ATC thyrosphere-derived cells do not induce lung metastasis

As the orthotopic transplantation model cannot always produce distant metastasis into the lung (a major cause of death in ATC), we injected 10,000 thyrosphere-derived cells or 500,000 THJ-11T cells cultured in monolayer into the tail veins of NOD/SCID Il2rg-/- mice to experimentally induce lung metastasis. Mice were sacrificed and lung sections were analyzed after six weeks. Numerous metastatic nodules were observed in the lungs of mice injected with THJ-11T cells cultured in monolayer, but none were found in the lungs of mice injected with thyrosphere-derived cells (Fig. 5E). These observations suggest that thyrosphere-derived cells do not promote the development of lung metastases in this experimentally induced lung metastasis model.

Discussion

ATC is the most aggressive subtype of thyroid cancer. Due to its resistance to all types of cancer therapy, the median survival of ATC is only six months. However, the development of more-effective therapies has been hampered by a lack of validated thyroid cancer cell lines for large-scale drug screening. After a report in 2008 of serious thyroid cancer cell line cross-contamination issues [10], it became necessary to generate new, validated cell lines with a detailed characterization of cell-line integrity and STR profiles that genetically link the lines to their tissue of origin. The four ATC cell lines used in this study represent the first panel of thyroid cancer cell lines that meets these stringent new standards. Our results showed that all four ATC cell lines contain a small population of CSCs with self-renewal potential. We have further developed a simple and robust way to generate metastatic ATC in an orthotopic mouse model using human thyrospheres derived from these cell lines. Injection of the thyrosphere-derived cells into the thyroids of NOD/SCID Il2rg-/- mice resulted in the formation of metastatic tumors that recapitulated the clinical features of human ATC.

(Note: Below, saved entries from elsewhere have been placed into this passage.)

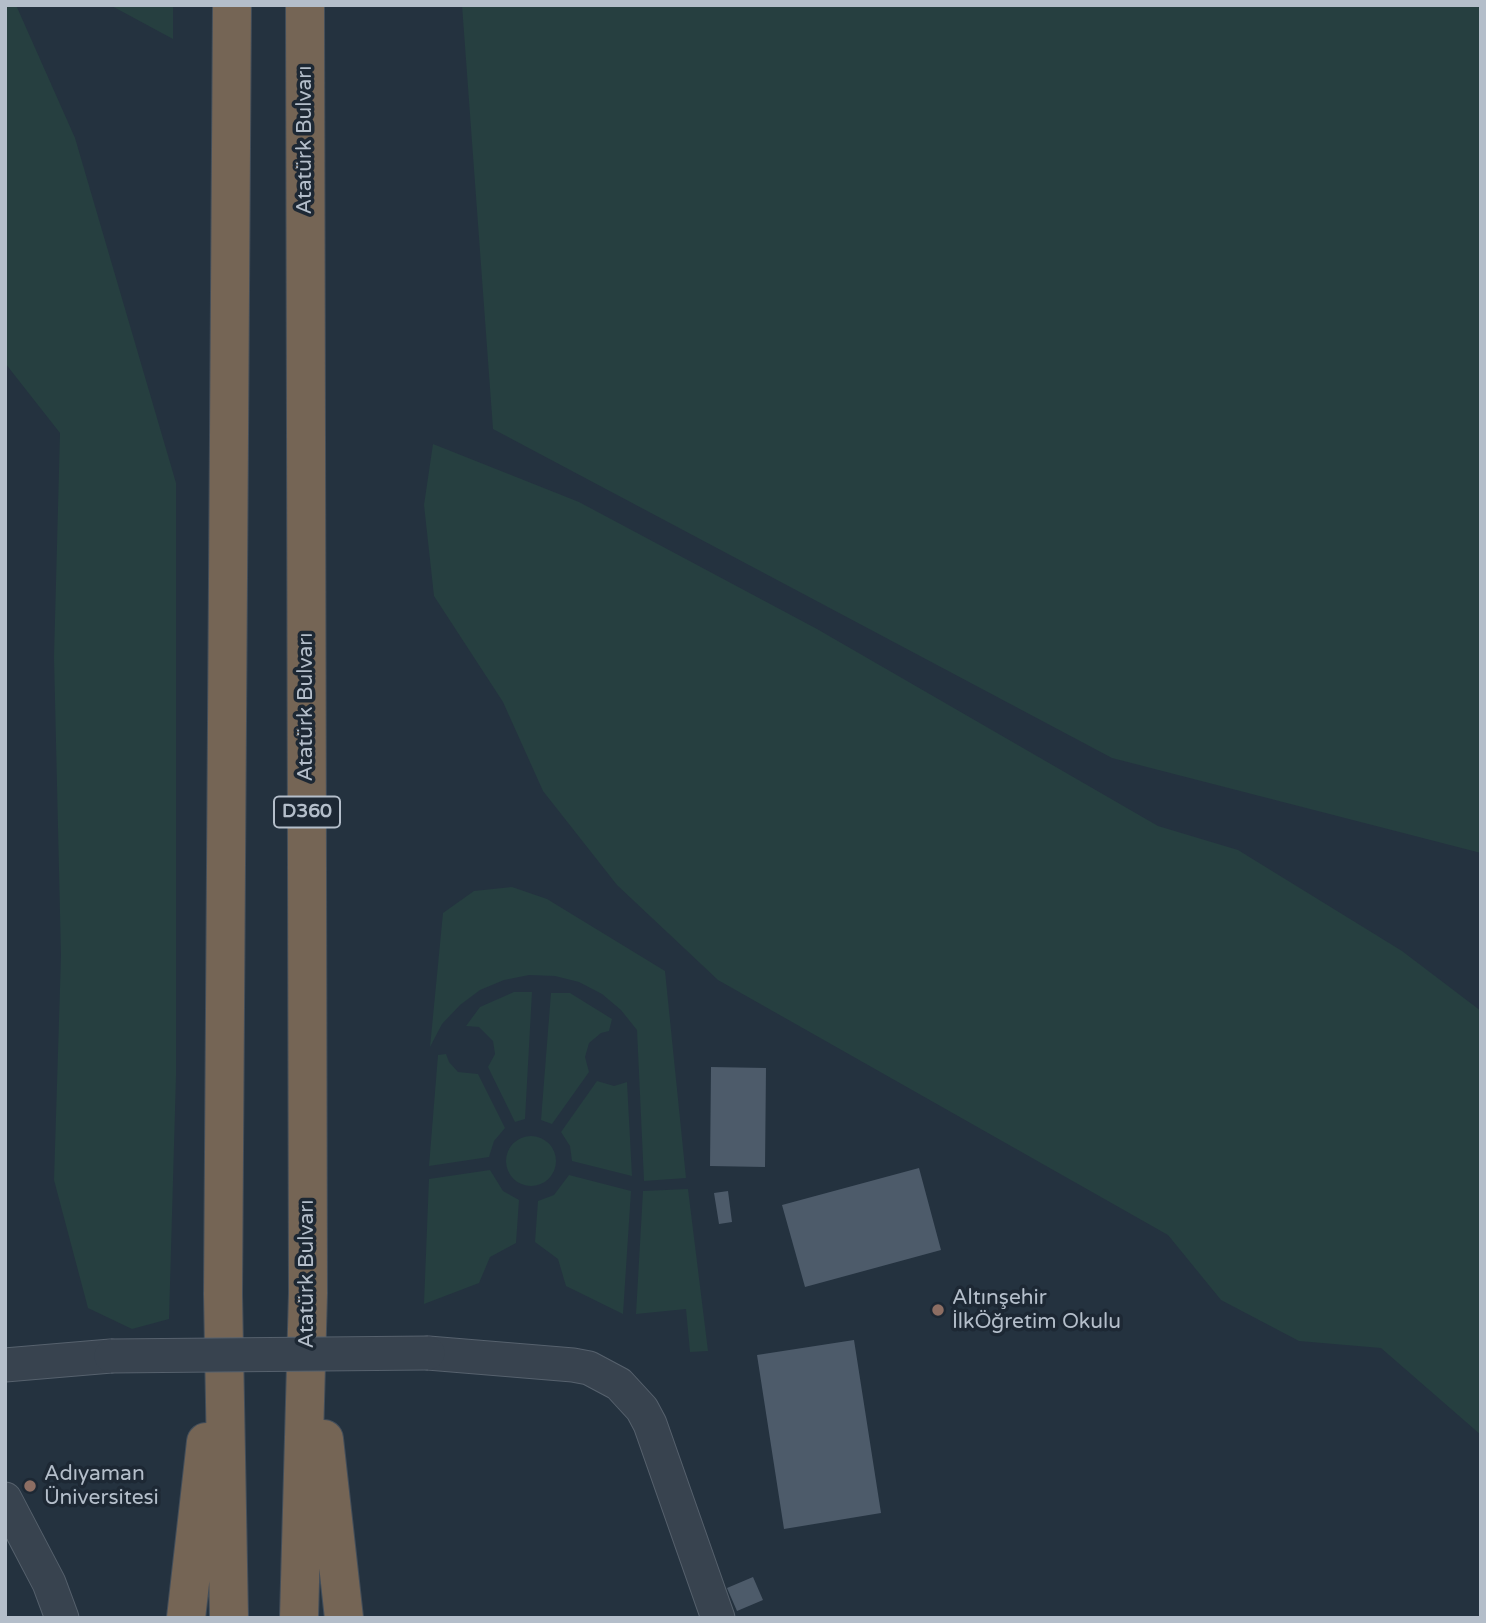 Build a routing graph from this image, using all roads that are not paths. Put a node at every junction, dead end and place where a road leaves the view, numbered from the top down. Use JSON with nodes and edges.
{"nodes":[{"id":1,"x":232,"y":5,"type":"edge"},
{"id":2,"x":305,"y":5,"type":"edge"},
{"id":3,"x":308,"y":1293,"type":"junction"},
{"id":4,"x":223,"y":1294,"type":"junction"},
{"id":5,"x":5,"y":1365,"type":"edge"},
{"id":6,"x":5,"y":1499,"type":"edge"},
{"id":7,"x":62,"y":1618,"type":"edge"},
{"id":8,"x":186,"y":1618,"type":"edge"},
{"id":9,"x":229,"y":1618,"type":"edge"},
{"id":10,"x":299,"y":1618,"type":"edge"},
{"id":11,"x":344,"y":1618,"type":"edge"},
{"id":12,"x":718,"y":1618,"type":"edge"}],
"edges":[{"from":1,"to":4,"type":"highway"},
{"from":2,"to":3,"type":"highway","name":"Atatürk Bulvarı","number":"D360"},
{"from":3,"to":10,"type":"highway","name":"Atatürk Bulvarı","number":"D360"},
{"from":3,"to":11,"type":"highway"},
{"from":4,"to":8,"type":"highway"},
{"from":4,"to":9,"type":"highway"},
{"from":5,"to":12,"type":"street","bridge":true},
{"from":6,"to":7,"type":"street"}]}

Thyroid CSCs are rare, and the absence of specific cell-surface markers makes their isolation challenging. Several markers, including CD44, ALDH and CD133, have been used successfully to isolate CSCs from breast, prostate, colorectal, glioblastoma, and pancreatic cancers [13][17], and CD133 has previously been identified as a putative CSC marker for ATC. However, publications reporting these observations have been criticized for their use of a contaminated colon cancer cell line [8], [9]. In the present study, none of the ATC cell lines expressed CD133, consistent with a previous finding in primary cultures generated from surgical samples of human ATC [5].

The advantages of ATC cell lines include the ability to culture them over long periods of time and to grow them in large quantities for high-throughput drug-screening applications. In spite of these advantages, it is necessary to confirm our findings in primary ATC cells because cell lines do not always recapitulate all aspects of primary tumors. However, the rarity and rapidly fatal nature of this malignancy has made this difficult to achieve in laboratory settings.

CSCs may be isolated through a variety of techniques, including flow cytometry based on the expression of specific cell-surface markers like those discussed above [18][21]. The sorting of side populations of cancer cells through Hoechst 33342 dye exclusion is an alternative approach [22]. Recent studies have also shown that the spheroid-forming assay and culture is an equally efficient method of separating CSCs from many solid tumors or cancer cell lines [23], particularly when — as is the case with ATC — a reliable cell-surface CSC marker has not yet been identified.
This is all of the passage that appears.